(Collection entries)
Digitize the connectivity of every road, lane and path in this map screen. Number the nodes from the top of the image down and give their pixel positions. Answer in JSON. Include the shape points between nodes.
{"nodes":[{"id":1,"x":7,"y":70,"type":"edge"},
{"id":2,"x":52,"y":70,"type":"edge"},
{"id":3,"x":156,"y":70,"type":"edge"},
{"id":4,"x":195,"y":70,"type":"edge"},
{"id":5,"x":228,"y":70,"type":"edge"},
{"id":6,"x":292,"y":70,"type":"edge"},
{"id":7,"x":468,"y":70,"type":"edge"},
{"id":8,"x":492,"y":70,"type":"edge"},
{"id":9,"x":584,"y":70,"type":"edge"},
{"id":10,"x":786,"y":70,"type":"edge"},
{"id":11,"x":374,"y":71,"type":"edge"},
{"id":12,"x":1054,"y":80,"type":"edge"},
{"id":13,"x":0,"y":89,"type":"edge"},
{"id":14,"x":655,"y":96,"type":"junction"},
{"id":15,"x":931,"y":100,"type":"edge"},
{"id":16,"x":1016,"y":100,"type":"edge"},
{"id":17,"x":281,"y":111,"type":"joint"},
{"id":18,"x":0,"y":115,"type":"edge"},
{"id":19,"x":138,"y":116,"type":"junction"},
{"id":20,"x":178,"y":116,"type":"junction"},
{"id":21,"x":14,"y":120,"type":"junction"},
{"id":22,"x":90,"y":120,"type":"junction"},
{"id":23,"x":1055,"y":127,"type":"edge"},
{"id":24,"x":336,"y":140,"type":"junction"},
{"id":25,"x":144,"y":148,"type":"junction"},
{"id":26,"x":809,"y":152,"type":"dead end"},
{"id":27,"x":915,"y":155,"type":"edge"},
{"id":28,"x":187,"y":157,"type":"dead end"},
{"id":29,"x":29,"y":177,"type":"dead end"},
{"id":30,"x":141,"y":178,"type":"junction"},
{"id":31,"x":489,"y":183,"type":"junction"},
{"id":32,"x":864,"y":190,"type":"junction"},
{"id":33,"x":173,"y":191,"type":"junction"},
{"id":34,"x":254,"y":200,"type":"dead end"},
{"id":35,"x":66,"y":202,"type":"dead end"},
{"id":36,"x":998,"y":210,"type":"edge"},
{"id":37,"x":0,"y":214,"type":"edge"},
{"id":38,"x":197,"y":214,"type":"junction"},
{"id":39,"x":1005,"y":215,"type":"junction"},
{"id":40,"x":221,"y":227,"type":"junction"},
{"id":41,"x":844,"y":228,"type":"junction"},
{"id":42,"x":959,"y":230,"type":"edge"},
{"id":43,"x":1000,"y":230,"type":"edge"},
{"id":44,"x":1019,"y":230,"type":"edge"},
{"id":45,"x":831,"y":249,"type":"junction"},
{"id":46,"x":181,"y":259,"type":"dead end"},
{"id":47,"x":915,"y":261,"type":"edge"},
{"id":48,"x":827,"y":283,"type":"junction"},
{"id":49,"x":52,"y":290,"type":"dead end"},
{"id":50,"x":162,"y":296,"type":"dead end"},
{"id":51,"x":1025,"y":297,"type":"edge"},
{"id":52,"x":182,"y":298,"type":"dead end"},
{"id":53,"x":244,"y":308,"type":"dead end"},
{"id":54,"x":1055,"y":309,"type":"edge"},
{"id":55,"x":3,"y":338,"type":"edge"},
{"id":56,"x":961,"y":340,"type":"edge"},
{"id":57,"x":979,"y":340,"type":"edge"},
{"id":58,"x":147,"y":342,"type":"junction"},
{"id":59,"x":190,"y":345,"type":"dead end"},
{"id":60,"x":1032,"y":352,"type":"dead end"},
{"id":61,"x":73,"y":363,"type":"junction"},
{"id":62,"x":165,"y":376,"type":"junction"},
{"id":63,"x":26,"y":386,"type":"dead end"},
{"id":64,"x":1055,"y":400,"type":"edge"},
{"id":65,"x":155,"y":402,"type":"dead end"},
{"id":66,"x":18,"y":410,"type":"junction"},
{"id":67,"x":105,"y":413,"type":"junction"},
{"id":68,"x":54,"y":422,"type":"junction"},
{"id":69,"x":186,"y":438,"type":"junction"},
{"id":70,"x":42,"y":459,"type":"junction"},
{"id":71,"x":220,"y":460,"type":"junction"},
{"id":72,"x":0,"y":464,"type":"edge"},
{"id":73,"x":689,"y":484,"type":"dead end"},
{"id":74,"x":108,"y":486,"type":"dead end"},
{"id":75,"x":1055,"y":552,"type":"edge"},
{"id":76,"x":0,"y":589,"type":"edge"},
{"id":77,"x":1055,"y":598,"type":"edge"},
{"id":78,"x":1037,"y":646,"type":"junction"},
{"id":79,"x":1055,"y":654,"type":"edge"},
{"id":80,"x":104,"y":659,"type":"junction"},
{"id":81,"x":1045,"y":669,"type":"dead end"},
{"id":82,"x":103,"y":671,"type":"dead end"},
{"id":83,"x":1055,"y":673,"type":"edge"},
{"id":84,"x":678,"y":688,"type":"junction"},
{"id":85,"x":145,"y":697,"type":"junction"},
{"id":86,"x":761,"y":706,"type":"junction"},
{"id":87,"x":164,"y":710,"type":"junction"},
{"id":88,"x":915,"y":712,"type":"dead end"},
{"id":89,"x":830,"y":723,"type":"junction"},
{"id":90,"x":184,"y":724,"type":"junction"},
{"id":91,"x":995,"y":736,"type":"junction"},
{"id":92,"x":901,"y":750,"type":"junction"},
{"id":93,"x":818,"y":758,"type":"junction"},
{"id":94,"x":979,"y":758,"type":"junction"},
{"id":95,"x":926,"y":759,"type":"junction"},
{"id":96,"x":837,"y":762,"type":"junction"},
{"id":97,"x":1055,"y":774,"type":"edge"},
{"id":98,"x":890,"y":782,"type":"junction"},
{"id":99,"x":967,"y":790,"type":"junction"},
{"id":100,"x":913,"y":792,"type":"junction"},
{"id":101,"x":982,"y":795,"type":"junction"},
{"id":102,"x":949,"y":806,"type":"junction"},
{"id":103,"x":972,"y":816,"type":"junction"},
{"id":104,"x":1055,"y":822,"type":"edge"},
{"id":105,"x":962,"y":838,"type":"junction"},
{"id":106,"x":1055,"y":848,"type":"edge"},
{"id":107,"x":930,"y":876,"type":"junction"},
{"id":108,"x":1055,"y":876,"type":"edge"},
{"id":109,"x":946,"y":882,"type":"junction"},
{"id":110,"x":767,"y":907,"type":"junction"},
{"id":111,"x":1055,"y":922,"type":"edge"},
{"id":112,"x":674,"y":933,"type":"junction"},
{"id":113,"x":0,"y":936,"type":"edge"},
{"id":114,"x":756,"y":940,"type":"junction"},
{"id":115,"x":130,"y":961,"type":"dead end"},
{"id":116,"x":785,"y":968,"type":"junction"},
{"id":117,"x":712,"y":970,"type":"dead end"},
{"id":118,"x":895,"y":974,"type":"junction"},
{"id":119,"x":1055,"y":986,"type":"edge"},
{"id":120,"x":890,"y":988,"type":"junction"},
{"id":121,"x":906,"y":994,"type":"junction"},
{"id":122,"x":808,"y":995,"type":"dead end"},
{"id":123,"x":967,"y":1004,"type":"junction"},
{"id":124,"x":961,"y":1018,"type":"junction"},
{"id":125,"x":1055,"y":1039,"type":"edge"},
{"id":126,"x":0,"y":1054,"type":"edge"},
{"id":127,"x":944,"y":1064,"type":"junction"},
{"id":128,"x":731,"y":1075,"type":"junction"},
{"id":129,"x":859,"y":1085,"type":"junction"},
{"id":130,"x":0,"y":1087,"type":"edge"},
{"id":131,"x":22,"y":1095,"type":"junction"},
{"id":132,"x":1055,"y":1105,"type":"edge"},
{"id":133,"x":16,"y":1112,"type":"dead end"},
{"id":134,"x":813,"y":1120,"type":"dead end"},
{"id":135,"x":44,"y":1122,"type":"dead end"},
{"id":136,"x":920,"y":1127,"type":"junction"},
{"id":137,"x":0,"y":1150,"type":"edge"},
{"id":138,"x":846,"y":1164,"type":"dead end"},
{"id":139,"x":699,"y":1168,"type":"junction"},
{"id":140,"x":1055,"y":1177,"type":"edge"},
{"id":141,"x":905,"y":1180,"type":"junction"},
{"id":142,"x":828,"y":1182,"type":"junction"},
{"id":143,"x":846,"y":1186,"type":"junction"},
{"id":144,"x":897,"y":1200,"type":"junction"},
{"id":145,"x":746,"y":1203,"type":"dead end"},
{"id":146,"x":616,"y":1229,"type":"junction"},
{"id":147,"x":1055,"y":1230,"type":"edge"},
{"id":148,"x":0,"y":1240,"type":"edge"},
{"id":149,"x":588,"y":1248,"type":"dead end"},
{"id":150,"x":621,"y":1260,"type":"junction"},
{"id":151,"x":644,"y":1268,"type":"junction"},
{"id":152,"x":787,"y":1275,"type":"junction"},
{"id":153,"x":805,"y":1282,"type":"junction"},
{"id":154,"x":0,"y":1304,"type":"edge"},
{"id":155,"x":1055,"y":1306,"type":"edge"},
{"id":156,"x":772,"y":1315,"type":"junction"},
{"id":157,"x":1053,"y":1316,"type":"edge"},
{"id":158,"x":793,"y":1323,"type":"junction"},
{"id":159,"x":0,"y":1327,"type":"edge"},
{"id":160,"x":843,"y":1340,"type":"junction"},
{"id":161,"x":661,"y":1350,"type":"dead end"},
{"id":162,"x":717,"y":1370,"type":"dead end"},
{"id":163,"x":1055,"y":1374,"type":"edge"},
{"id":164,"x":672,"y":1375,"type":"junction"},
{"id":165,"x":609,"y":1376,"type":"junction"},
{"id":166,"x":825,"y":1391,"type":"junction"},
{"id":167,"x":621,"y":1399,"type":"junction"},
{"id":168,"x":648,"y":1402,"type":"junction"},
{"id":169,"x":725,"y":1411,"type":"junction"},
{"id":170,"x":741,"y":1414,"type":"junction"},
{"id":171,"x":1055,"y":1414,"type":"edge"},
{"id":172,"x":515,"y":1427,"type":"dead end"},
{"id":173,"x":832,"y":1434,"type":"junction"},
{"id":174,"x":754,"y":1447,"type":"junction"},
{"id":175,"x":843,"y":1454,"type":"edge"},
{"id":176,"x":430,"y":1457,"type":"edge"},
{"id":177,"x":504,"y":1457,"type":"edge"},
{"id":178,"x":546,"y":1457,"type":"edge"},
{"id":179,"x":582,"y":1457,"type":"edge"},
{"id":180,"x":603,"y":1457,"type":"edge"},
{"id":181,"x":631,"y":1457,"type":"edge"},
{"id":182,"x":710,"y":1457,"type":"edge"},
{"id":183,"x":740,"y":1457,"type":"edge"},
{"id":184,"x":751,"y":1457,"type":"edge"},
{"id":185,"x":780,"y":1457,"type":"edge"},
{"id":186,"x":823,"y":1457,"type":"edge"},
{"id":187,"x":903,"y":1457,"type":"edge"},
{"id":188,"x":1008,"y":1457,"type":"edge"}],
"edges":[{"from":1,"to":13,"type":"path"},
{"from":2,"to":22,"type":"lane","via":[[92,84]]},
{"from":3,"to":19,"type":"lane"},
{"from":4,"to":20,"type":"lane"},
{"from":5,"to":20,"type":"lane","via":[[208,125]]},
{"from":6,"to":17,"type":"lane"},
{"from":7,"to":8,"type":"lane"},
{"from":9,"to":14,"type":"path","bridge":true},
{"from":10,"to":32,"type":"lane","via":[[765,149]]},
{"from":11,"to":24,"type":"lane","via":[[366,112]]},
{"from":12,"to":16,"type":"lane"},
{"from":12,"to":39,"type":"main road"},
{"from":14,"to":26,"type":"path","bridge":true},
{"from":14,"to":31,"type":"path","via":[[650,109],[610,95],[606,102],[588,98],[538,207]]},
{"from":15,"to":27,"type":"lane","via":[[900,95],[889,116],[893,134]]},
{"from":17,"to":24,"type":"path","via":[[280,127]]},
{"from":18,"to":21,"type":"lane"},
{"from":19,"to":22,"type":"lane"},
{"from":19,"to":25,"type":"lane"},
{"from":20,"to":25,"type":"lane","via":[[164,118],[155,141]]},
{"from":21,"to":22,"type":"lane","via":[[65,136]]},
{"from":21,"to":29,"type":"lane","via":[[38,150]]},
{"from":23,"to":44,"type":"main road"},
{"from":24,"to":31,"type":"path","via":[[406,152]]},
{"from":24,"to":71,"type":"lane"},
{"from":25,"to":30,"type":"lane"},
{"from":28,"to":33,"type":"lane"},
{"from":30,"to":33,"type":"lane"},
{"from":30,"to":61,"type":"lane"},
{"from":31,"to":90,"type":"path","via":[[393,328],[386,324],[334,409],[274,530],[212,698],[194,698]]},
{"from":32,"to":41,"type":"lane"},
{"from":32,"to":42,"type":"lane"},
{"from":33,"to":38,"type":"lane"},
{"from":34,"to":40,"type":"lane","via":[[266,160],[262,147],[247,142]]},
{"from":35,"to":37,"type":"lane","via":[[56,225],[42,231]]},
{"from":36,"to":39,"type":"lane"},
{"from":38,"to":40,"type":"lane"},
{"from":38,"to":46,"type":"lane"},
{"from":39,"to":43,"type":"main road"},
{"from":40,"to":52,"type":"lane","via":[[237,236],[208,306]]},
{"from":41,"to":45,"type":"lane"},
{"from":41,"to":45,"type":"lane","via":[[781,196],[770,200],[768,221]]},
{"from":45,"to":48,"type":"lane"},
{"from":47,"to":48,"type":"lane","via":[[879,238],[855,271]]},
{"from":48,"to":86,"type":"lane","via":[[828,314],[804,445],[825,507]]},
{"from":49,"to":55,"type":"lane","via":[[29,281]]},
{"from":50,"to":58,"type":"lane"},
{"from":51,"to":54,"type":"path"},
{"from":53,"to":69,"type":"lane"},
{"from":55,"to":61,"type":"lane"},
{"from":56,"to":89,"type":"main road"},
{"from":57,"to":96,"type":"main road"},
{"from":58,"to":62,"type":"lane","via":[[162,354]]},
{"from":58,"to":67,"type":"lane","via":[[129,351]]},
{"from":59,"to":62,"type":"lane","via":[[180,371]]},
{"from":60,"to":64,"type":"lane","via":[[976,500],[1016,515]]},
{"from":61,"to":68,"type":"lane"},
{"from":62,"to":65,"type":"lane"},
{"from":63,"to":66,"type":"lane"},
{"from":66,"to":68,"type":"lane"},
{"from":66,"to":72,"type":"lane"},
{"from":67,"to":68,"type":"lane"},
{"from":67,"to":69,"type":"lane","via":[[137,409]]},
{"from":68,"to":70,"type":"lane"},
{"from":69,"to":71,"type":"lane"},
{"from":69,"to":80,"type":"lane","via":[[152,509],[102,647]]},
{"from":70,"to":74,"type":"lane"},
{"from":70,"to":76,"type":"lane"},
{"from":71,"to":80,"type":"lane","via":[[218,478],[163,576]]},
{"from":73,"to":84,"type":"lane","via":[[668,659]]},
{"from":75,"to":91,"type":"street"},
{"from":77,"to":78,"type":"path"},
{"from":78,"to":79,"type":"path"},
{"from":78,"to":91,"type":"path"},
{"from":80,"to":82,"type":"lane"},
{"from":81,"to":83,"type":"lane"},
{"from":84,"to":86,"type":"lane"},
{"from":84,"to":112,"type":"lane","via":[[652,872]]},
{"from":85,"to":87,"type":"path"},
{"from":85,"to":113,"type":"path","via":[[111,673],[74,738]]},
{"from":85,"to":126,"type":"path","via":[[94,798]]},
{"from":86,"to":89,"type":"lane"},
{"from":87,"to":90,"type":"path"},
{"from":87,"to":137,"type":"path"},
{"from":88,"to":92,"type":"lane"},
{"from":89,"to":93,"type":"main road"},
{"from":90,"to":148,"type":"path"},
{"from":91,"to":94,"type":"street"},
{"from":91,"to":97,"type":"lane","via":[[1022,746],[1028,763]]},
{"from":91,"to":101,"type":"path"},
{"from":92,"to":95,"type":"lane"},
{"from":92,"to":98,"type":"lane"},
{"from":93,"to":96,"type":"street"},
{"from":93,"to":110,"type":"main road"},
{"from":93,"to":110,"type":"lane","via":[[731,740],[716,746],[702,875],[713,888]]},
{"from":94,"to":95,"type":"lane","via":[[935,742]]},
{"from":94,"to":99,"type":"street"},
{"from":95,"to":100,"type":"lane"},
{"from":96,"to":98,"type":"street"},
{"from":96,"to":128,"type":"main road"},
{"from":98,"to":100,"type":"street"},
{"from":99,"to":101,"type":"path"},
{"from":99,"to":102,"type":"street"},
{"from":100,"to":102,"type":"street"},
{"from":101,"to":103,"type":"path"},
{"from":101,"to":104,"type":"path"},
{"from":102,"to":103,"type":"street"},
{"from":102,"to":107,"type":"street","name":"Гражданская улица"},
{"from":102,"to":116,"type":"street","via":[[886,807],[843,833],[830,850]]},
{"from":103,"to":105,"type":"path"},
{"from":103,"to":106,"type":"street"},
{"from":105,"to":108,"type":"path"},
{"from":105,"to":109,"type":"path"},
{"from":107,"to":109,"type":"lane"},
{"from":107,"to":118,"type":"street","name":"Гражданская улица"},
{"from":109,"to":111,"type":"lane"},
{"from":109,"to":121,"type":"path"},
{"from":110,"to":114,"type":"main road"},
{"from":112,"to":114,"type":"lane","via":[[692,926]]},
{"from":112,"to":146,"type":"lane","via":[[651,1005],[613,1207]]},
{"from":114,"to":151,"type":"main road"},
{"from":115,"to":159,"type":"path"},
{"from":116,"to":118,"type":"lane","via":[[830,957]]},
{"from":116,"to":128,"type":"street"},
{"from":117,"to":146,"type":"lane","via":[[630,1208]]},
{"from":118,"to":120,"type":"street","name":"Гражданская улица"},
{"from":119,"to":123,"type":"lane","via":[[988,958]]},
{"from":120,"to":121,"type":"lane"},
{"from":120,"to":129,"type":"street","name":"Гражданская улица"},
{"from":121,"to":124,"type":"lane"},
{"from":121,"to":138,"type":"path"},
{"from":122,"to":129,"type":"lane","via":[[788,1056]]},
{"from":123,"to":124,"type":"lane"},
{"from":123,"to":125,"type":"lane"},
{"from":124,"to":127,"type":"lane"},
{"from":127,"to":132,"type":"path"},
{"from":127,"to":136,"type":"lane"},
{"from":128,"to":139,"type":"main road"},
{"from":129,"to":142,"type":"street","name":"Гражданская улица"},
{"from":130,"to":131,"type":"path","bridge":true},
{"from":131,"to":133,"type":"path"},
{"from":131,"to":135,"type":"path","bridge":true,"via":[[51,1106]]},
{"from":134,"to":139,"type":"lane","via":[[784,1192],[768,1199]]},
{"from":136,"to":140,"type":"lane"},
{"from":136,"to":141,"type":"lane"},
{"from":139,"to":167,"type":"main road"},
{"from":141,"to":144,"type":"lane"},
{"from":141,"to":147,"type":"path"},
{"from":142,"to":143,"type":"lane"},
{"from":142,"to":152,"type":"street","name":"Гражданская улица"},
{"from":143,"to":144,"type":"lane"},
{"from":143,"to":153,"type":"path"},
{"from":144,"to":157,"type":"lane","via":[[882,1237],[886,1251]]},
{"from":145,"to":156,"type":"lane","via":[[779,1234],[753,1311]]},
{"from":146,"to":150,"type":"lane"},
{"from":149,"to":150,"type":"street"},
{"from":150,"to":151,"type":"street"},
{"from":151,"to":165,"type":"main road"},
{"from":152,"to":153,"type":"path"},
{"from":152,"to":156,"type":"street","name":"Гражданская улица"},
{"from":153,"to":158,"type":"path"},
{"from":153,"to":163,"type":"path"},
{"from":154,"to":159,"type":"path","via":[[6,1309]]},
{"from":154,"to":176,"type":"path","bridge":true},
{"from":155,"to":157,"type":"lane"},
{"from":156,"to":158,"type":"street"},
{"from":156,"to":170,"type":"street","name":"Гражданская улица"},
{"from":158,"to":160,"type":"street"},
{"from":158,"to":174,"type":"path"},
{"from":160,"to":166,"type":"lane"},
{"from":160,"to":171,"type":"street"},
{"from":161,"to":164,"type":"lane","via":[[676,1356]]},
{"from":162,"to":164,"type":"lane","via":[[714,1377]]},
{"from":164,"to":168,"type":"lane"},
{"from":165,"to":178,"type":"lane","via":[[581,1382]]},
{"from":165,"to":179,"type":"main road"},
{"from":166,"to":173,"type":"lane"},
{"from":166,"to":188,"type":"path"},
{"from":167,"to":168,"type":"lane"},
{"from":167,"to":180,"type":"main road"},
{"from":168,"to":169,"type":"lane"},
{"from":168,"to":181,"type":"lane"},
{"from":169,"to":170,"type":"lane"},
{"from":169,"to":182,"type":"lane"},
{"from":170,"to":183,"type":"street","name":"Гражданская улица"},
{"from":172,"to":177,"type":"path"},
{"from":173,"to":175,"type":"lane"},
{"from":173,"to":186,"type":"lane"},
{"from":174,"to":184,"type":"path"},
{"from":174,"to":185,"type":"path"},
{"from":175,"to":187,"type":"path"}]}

Assignment: Pull out all lines from the entries above that include the word "true".

Answer section:
{"from":9,"to":14,"type":"path","bridge":true},
{"from":14,"to":26,"type":"path","bridge":true},
{"from":130,"to":131,"type":"path","bridge":true},
{"from":131,"to":135,"type":"path","bridge":true,"via":[[51,1106]]},
{"from":154,"to":176,"type":"path","bridge":true},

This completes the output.